SOURCE DATA: Begin

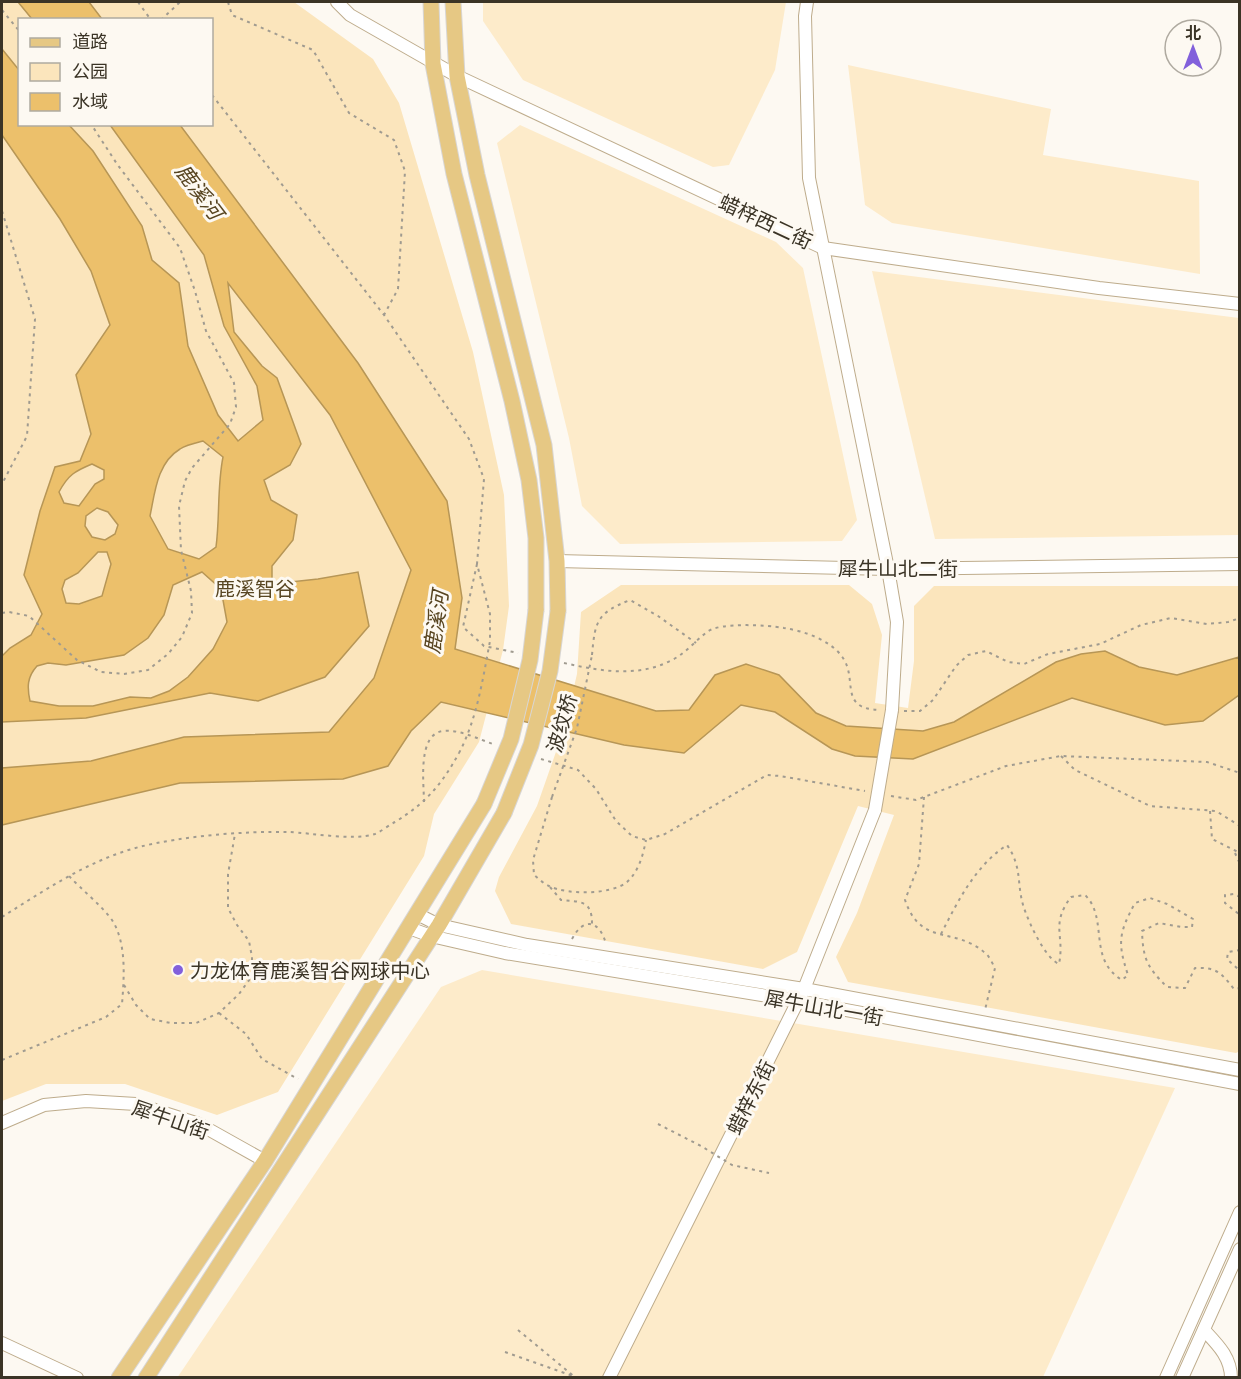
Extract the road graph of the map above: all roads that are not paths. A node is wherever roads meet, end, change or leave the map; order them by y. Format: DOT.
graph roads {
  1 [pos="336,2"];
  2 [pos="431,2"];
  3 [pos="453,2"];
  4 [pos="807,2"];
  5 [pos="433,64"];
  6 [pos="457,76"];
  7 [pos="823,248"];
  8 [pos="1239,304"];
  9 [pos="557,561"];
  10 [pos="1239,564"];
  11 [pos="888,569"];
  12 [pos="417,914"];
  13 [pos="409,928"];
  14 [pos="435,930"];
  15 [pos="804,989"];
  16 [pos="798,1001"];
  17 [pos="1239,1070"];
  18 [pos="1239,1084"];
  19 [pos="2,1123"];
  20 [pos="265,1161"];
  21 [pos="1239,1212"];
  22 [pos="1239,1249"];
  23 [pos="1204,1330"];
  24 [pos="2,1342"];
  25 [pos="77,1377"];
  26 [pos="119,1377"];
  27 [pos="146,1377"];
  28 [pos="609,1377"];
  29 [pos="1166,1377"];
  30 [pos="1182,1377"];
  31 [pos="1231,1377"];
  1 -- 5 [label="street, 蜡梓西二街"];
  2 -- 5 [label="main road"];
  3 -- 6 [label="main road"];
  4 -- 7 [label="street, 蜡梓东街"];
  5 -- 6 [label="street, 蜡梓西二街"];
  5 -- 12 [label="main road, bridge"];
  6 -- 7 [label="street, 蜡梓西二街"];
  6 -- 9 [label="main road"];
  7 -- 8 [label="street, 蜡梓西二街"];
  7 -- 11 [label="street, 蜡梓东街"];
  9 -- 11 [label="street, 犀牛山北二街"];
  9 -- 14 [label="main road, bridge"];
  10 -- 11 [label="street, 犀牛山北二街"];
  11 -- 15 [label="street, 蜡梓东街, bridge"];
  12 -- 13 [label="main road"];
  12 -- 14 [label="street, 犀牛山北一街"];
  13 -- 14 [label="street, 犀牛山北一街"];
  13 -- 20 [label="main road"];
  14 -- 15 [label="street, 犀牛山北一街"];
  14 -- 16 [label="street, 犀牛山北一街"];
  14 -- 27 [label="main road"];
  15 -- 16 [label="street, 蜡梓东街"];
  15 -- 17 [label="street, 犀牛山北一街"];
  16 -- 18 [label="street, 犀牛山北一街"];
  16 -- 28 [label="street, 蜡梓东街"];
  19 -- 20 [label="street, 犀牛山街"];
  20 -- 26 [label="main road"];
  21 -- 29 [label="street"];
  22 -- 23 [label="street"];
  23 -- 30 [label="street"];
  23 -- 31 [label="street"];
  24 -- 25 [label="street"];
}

SOURCE DATA: End

» WHAT THE EXERCISE ASKS
Reproduce each entry precisely; the pictures stay out.

» ANSWER FOR THIS EXERCISE
Extract the road graph of the map above: all roads that are not paths. A node is wherever roads meet, end, change or leave the map; order them by y. Format: DOT.
graph roads {
  1 [pos="336,2"];
  2 [pos="431,2"];
  3 [pos="453,2"];
  4 [pos="807,2"];
  5 [pos="433,64"];
  6 [pos="457,76"];
  7 [pos="823,248"];
  8 [pos="1239,304"];
  9 [pos="557,561"];
  10 [pos="1239,564"];
  11 [pos="888,569"];
  12 [pos="417,914"];
  13 [pos="409,928"];
  14 [pos="435,930"];
  15 [pos="804,989"];
  16 [pos="798,1001"];
  17 [pos="1239,1070"];
  18 [pos="1239,1084"];
  19 [pos="2,1123"];
  20 [pos="265,1161"];
  21 [pos="1239,1212"];
  22 [pos="1239,1249"];
  23 [pos="1204,1330"];
  24 [pos="2,1342"];
  25 [pos="77,1377"];
  26 [pos="119,1377"];
  27 [pos="146,1377"];
  28 [pos="609,1377"];
  29 [pos="1166,1377"];
  30 [pos="1182,1377"];
  31 [pos="1231,1377"];
  1 -- 5 [label="street, 蜡梓西二街"];
  2 -- 5 [label="main road"];
  3 -- 6 [label="main road"];
  4 -- 7 [label="street, 蜡梓东街"];
  5 -- 6 [label="street, 蜡梓西二街"];
  5 -- 12 [label="main road, bridge"];
  6 -- 7 [label="street, 蜡梓西二街"];
  6 -- 9 [label="main road"];
  7 -- 8 [label="street, 蜡梓西二街"];
  7 -- 11 [label="street, 蜡梓东街"];
  9 -- 11 [label="street, 犀牛山北二街"];
  9 -- 14 [label="main road, bridge"];
  10 -- 11 [label="street, 犀牛山北二街"];
  11 -- 15 [label="street, 蜡梓东街, bridge"];
  12 -- 13 [label="main road"];
  12 -- 14 [label="street, 犀牛山北一街"];
  13 -- 14 [label="street, 犀牛山北一街"];
  13 -- 20 [label="main road"];
  14 -- 15 [label="street, 犀牛山北一街"];
  14 -- 16 [label="street, 犀牛山北一街"];
  14 -- 27 [label="main road"];
  15 -- 16 [label="street, 蜡梓东街"];
  15 -- 17 [label="street, 犀牛山北一街"];
  16 -- 18 [label="street, 犀牛山北一街"];
  16 -- 28 [label="street, 蜡梓东街"];
  19 -- 20 [label="street, 犀牛山街"];
  20 -- 26 [label="main road"];
  21 -- 29 [label="street"];
  22 -- 23 [label="street"];
  23 -- 30 [label="street"];
  23 -- 31 [label="street"];
  24 -- 25 [label="street"];
}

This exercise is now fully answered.